The academic exams that measured IQ showed he wasn’t Einstein-smart; those scores told him he was average, or a little above average, according to his age. Sam-Je was knowledgeable, well-read, and quick-witted. The reason for his poor performance in controlled exam situations was his wandering mind. One question in an exam could send his mind wheeling to all sorts of ideas, concepts, theories and possible answers he had read from different perspectives than what the school had taught him.

By the time he reached high school Sam-Je’s inquisitive nature got him into more trouble than he needed. His constant questioning of his teachers, using real quotes from contradicting sources, made them all dread their fifty five minute lessons with him.

He would never accept an answer like: “because it is”, or “because that is the way it’s been forever”.  In mathematics, for example, when he was in year 8, the straight-out-of-college, mid-20, tall, blonde, very intelligent young teacher he had, taught the class Pythagoras’ rule. Even though it was a scientifically proven, world-renown formula to obtain the hypotenuse of a right-angled triangle, until Sam-Je proved it for himself, he would argue non-stop with his teacher:
“How did he work it out?”
“I don’t know, but it works and is used in maths the world over.”
“But what if he’s wrong?”
“He isn’t! The formula works…every time!”
“Did he measure every triangle he could draw or find?”
“He used his brain to work it out. He came up with the formula by calculating the figures involved.”

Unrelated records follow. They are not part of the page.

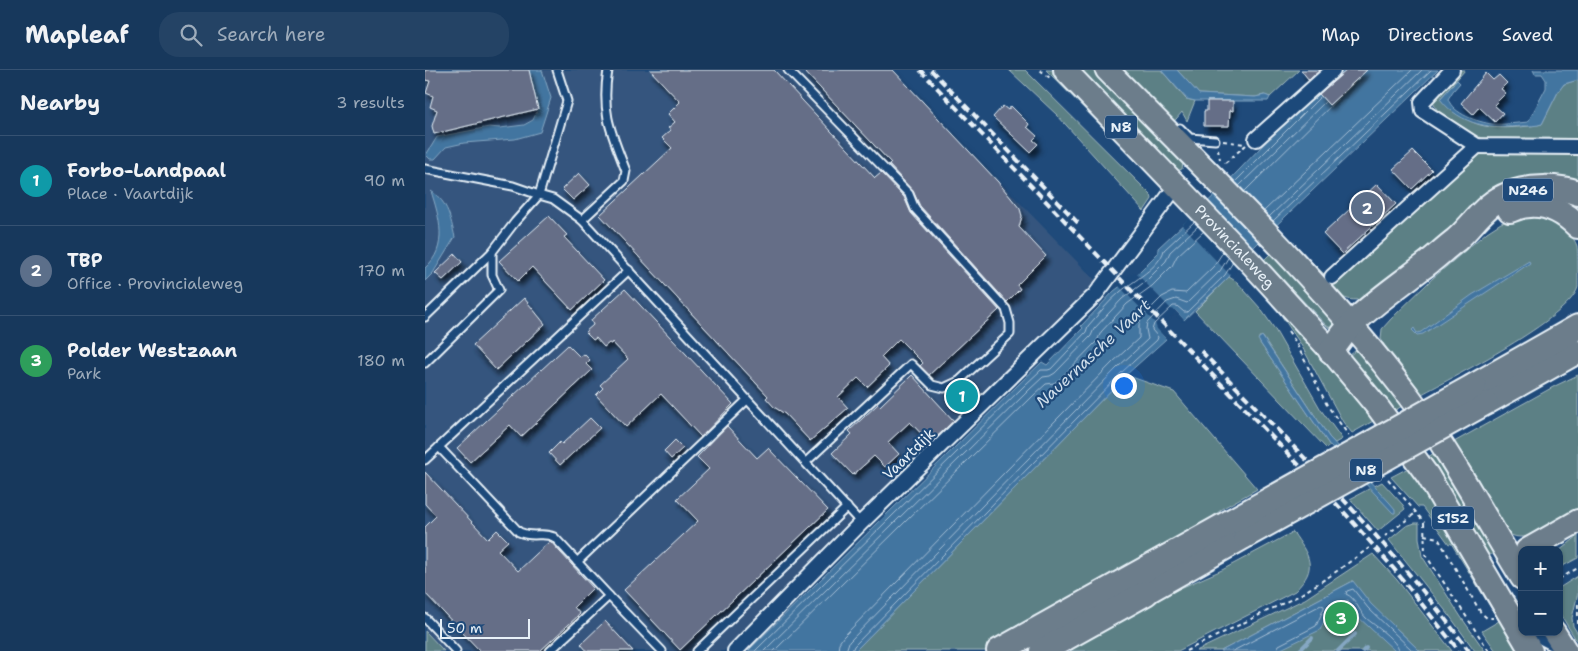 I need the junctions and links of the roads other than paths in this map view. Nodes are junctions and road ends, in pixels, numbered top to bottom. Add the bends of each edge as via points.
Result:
1 (557, 70) edge
2 (607, 70) edge
3 (789, 70) edge
4 (1065, 70) edge
5 (1107, 70) edge
6 (1333, 70) edge
7 (1452, 70) edge
8 (1177, 125) dead end
9 (1215, 140) road end
10 (1252, 141) road end
11 (1477, 146) junction
12 (1578, 147) edge
13 (425, 169) edge
14 (1177, 184) junction
15 (1578, 193) edge
16 (539, 195) junction
17 (582, 220) junction
18 (1578, 226) edge
19 (1468, 229) junction
20 (492, 252) junction
21 (629, 270) junction
22 (1332, 277) dead end
23 (1578, 310) edge
24 (425, 317) edge
25 (1578, 327) edge
26 (1355, 331) junction
27 (1331, 351) junction
28 (1578, 352) edge
29 (1578, 362) edge
30 (425, 363) edge
31 (1534, 365) junction
32 (747, 400) junction
33 (439, 447) junction
34 (425, 460) edge
35 (806, 462) junction
36 (847, 507) junction
37 (1578, 521) edge
38 (861, 522) junction
39 (1578, 528) edge
40 (1238, 529) junction
41 (1543, 546) edge
42 (1553, 546) edge
43 (1518, 560) edge
44 (577, 562) junction
45 (1518, 564) edge
46 (1491, 582) junction
47 (1146, 593) joint
48 (609, 596) junction
49 (425, 618) edge
50 (1561, 644) edge
51 (1529, 647) edge
52 (1009, 648) edge
53 (456, 651) edge
54 (551, 651) edge
55 (663, 651) edge
56 (697, 651) edge
57 (735, 651) edge
58 (1042, 651) edge

1 - 16 lane via 567,101
2 - 17 lane via 606,114 627,171 624,181
3 - 35 lane via 909,194 915,209 1006,309 1010,323 1010,334 959,381 944,388 931,385 911,364
4 - 14 main road, Provincialeweg / N8
5 - 26 main road, Provincialeweg / N8 via 1222,176 1271,238
6 - 10 street
7 - 11 street via 1422,102 1423,111
8 - 9 lane via 1190,138
11 - 12 street
11 - 22 street
13 - 16 lane via 513,186
14 - 27 main road, Provincialeweg / N8
14 - 38 street, Vaartdijk via 1096,294
15 - 19 highway, N246 via 1539,188 1509,194 1483,210
16 - 17 lane via 553,200
16 - 20 lane
17 - 21 lane
18 - 19 highway via 1551,207 1526,204
19 - 26 highway via 1385,294
20 - 24 lane
20 - 30 lane via 492,275 499,290
21 - 32 lane
21 - 33 lane
23 - 31 highway, N8
25 - 31 highway
26 - 27 highway
26 - 43 main road, Provincialeweg / N8 via 1410,399
27 - 46 main road, Provincialeweg / S152 via 1414,454
28 - 31 main road
29 - 31 main road, N8
31 - 40 highway, N8, bridge
32 - 35 lane
32 - 44 lane
33 - 34 lane
33 - 44 lane via 519,532 529,537 547,534 554,537
35 - 36 lane
36 - 38 lane
36 - 56 lane
37 - 41 main road
38 - 57 street, Vaartdijk
39 - 42 main road
40 - 47 main road, N8
40 - 52 highway, N8
44 - 48 lane
45 - 46 main road
46 - 51 main road, Provincialeweg / S152
47 - 58 highway, N8
48 - 54 lane
48 - 55 lane
49 - 53 lane
50 - 51 street via 1537,636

And so the battering of questions persisted until Sam-Je himself had drawn 100 different sized right-angle triangles and had calculated and measured the hypotenuse in each one. Because he was using his standard school ruler, his results were sometimes off by one or two millimetres. When he finally verified that the sum of the square of both sides equalled the square of the hypotenuse, he stopped arguing with the teacher and accepted the rule.

This was the way he tackled each and every piece of information he was given. It was doubtful until he could prove it valid. Except, of course, those which he deemed were immoral, mean, bad or dirty. He never stole a bike, though he did enjoy the adrenaline a couple of lollies provided from the corner store, which, in fact, he later paid back by purposely leaving his change. He even found a wallet once with a couple of hundred dollars in it, and he thought of everything he would buy with them, all the way to the police station to hand it in.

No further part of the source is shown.